- [YOUR ASSIGNMENT]
From the records below, please return each line that holds the word "image".

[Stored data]
- Opening Delimiter -
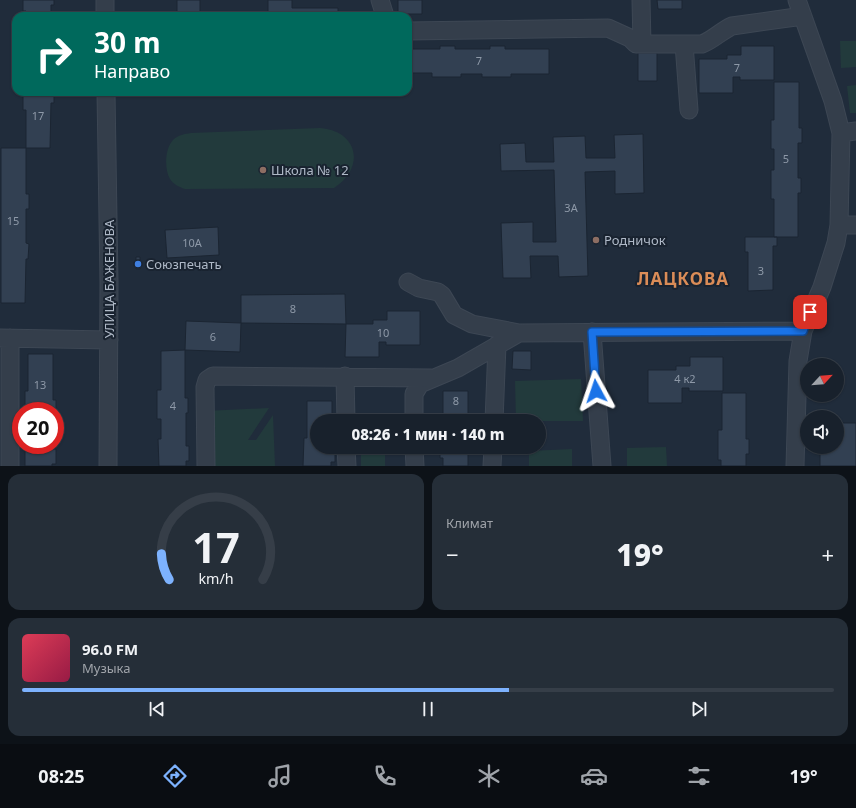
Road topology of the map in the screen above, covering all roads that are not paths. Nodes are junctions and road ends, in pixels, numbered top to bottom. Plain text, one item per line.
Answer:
1 (105, 0) edge
2 (380, 0) edge
3 (641, 0) edge
4 (797, 0) edge
5 (105, 12) edge
6 (384, 12) edge
7 (803, 16) junction
8 (412, 31) edge
9 (642, 44) junction
10 (684, 44) junction
11 (106, 96) edge
12 (689, 110) dead end
13 (848, 132) edge
14 (856, 225) edge
15 (839, 226) junction
16 (408, 282) dead end
17 (803, 331) junction
18 (592, 332) junction
19 (519, 333) junction
20 (5, 338) edge
21 (109, 340) junction
22 (497, 345) junction
23 (345, 376) junction
24 (431, 378) junction
25 (346, 414) edge
26 (414, 414) edge
27 (494, 414) edge
28 (346, 454) edge
29 (414, 454) edge
30 (493, 454) edge
31 (10, 466) edge
32 (108, 466) edge
33 (206, 466) edge
34 (347, 466) edge
35 (415, 466) edge
36 (492, 466) edge
37 (602, 466) edge
38 (795, 466) edge

1 - 5 street
2 - 6 street
3 - 9 street
4 - 7 street
7 - 10 street
7 - 13 street
8 - 9 street
9 - 10 street
10 - 12 street
11 - 21 street, УЛИЦА БАЖЕНОВА
13 - 15 street
14 - 15 street
15 - 17 street
16 - 19 street
17 - 18 street
17 - 38 street
18 - 19 street
18 - 37 street
19 - 22 street
20 - 21 street
20 - 31 street
21 - 32 street, УЛИЦА БАЖЕНОВА
22 - 24 street
22 - 27 street
23 - 24 street
23 - 25 street
23 - 33 street
24 - 26 street
28 - 34 street
29 - 35 street
30 - 36 street

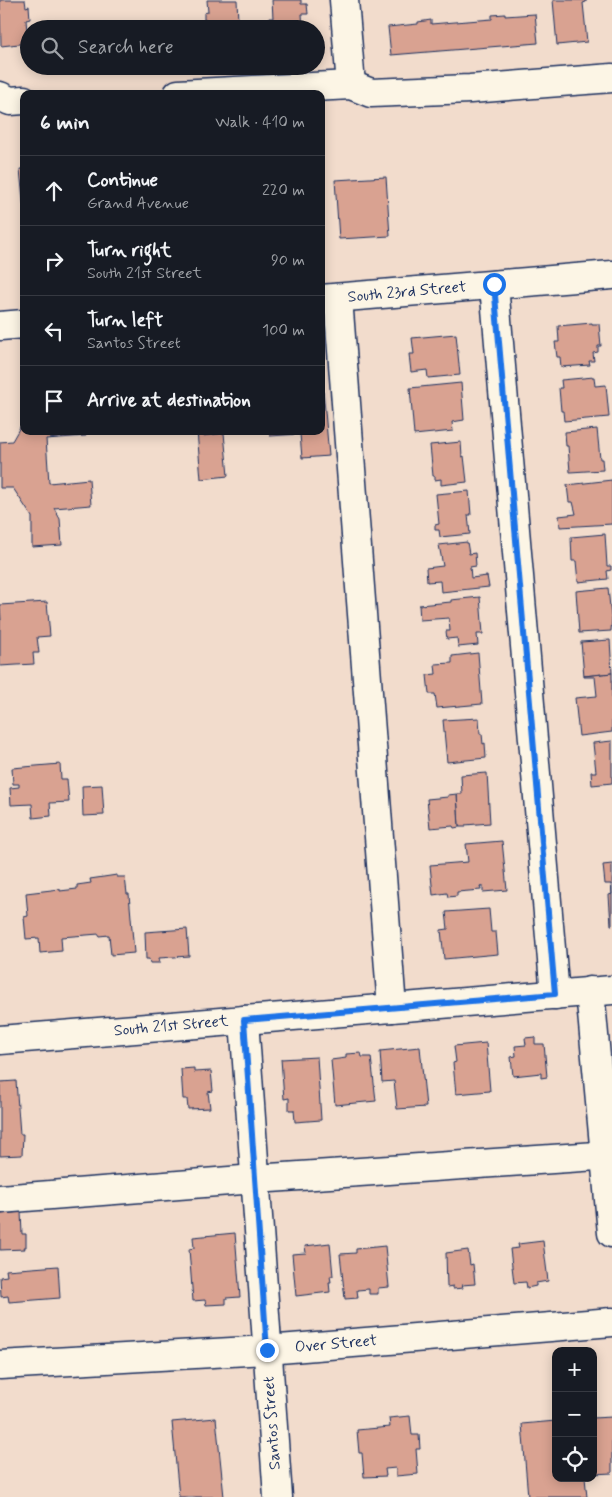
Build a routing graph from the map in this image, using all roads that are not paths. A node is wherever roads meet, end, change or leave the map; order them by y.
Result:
1 (344, 0) edge
2 (612, 78) edge
3 (351, 85) junction
4 (255, 90) edge
5 (0, 96) edge
6 (20, 100) edge
7 (612, 275) edge
8 (494, 284) junction
9 (330, 298) edge
10 (20, 324) edge
11 (0, 326) edge
12 (601, 991) edge
13 (555, 994) junction
14 (392, 1008) junction
15 (244, 1020) junction
16 (0, 1040) edge
17 (609, 1155) edge
18 (255, 1179) junction
19 (0, 1199) edge
20 (612, 1233) edge
21 (612, 1322) edge
22 (267, 1350) junction
23 (0, 1365) edge
24 (278, 1497) edge

1 - 3 street
2 - 3 street
3 - 4 street
5 - 6 street
7 - 8 street, South 23rd Street
8 - 9 street, South 23rd Street
8 - 13 street
9 - 14 street
10 - 11 street
12 - 13 street, South 21st Street
12 - 17 street
13 - 14 street, South 21st Street
14 - 15 street, South 21st Street
15 - 16 street, South 21st Street
15 - 18 street, Santos Street
17 - 18 street
17 - 20 street
18 - 19 street
18 - 22 street, Santos Street
21 - 22 street, Over Street
22 - 23 street, Over Street
22 - 24 street, Santos Street

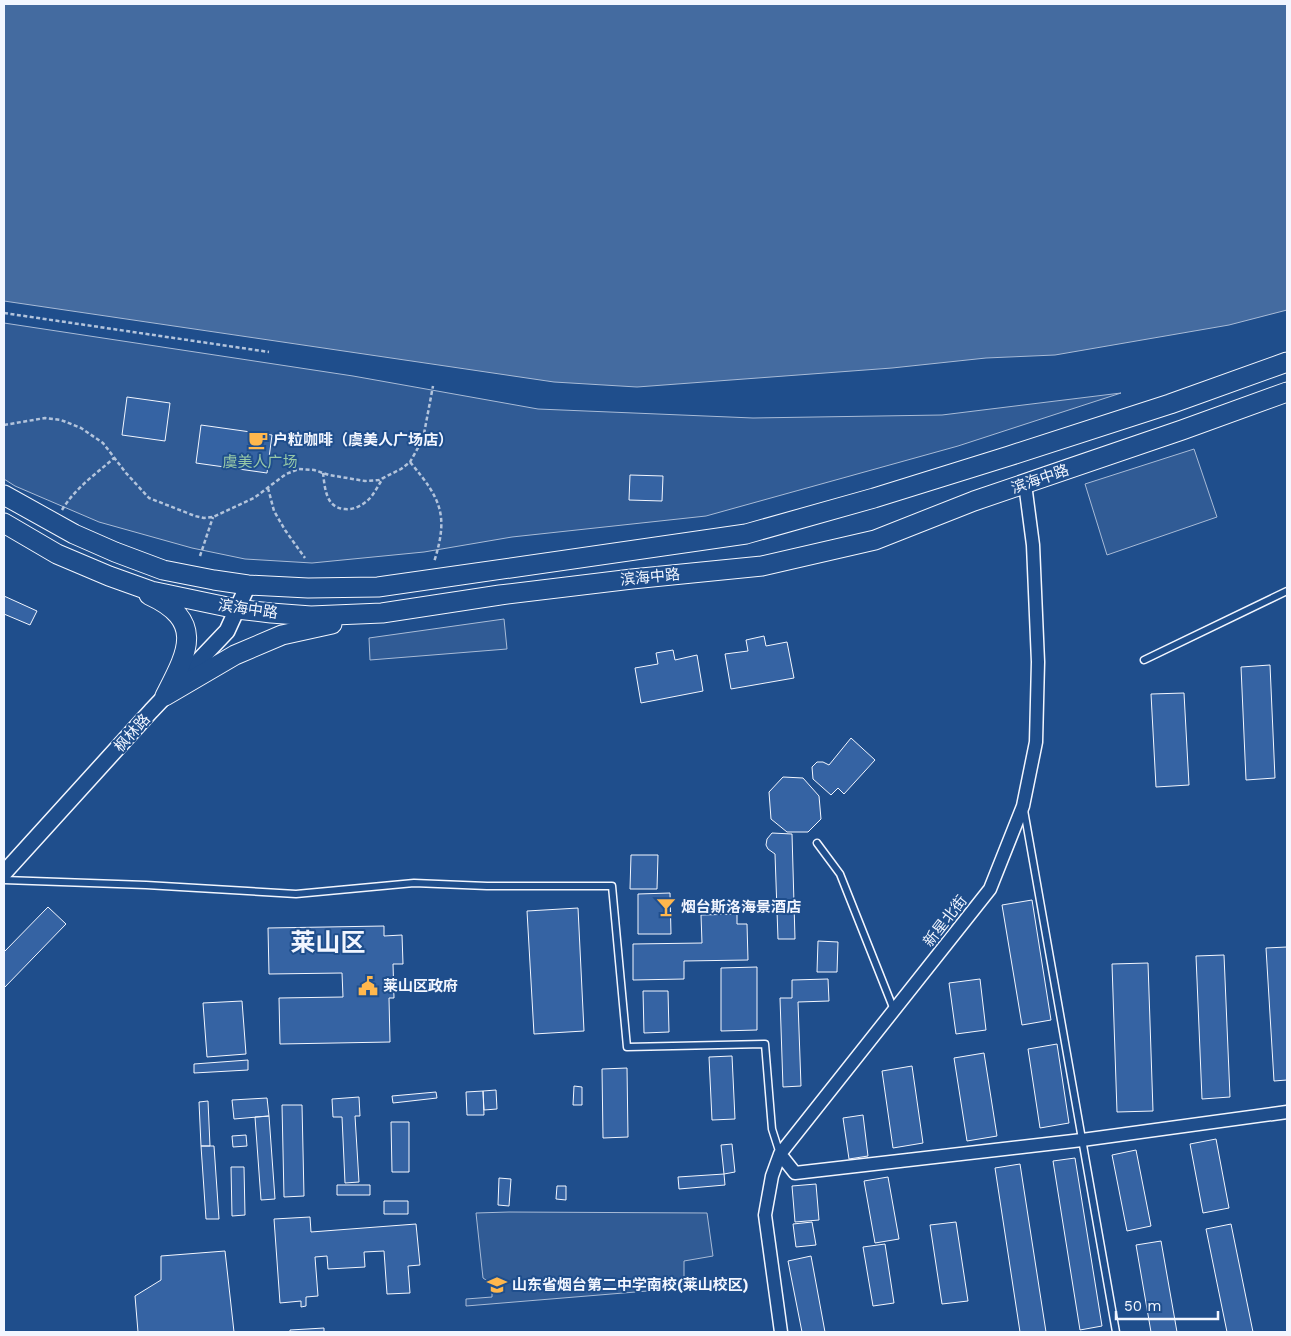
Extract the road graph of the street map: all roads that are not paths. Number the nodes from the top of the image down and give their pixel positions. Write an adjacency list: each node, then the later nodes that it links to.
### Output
1 (1287, 362): 7 (main road, 滨海中路)
2 (1287, 392): 3 (main road, 滨海中路)
3 (1025, 484): 10 (main road, 滨海中路); 13 (street, 新星北街)
4 (4, 495): 7 (main road, 滨海中路)
5 (4, 522): 6 (main road, 滨海中路)
6 (109, 576): 9 (main road, 滨海中路); 12 (main road)
7 (248, 585): 9 (street, 枫林路)
8 (1287, 591): 11 (lane)
9 (237, 609): 10 (main road, 滨海中路); 12 (street, 枫林路)
10 (382, 613): 12 (main road)
11 (1144, 660)
12 (165, 696): 15 (street, 枫林路)
13 (1023, 806): 17 (street, 新星北街); 19 (lane)
14 (817, 843): 17 (lane)
15 (4, 874)
16 (4, 880): 20 (lane)
17 (895, 1011): 20 (street, 新星北街)
18 (1287, 1112): 19 (street)
19 (1082, 1140): 20 (street); 22 (lane)
20 (780, 1154): 21 (street, 新星北街)
21 (781, 1332)
22 (1116, 1332)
- Closing Delimiter -
- [WORKED SOLUTION]
Build a routing graph from the map in this image, using all roads that are not paths. A node is wherever roads meet, end, change or leave the map; order them by y.
Extract the road graph of the street map: all roads that are not paths. Number the nodes from the top of the image down and give their pixel positions. Write an adjacency list: each node, then the later nodes that it links to.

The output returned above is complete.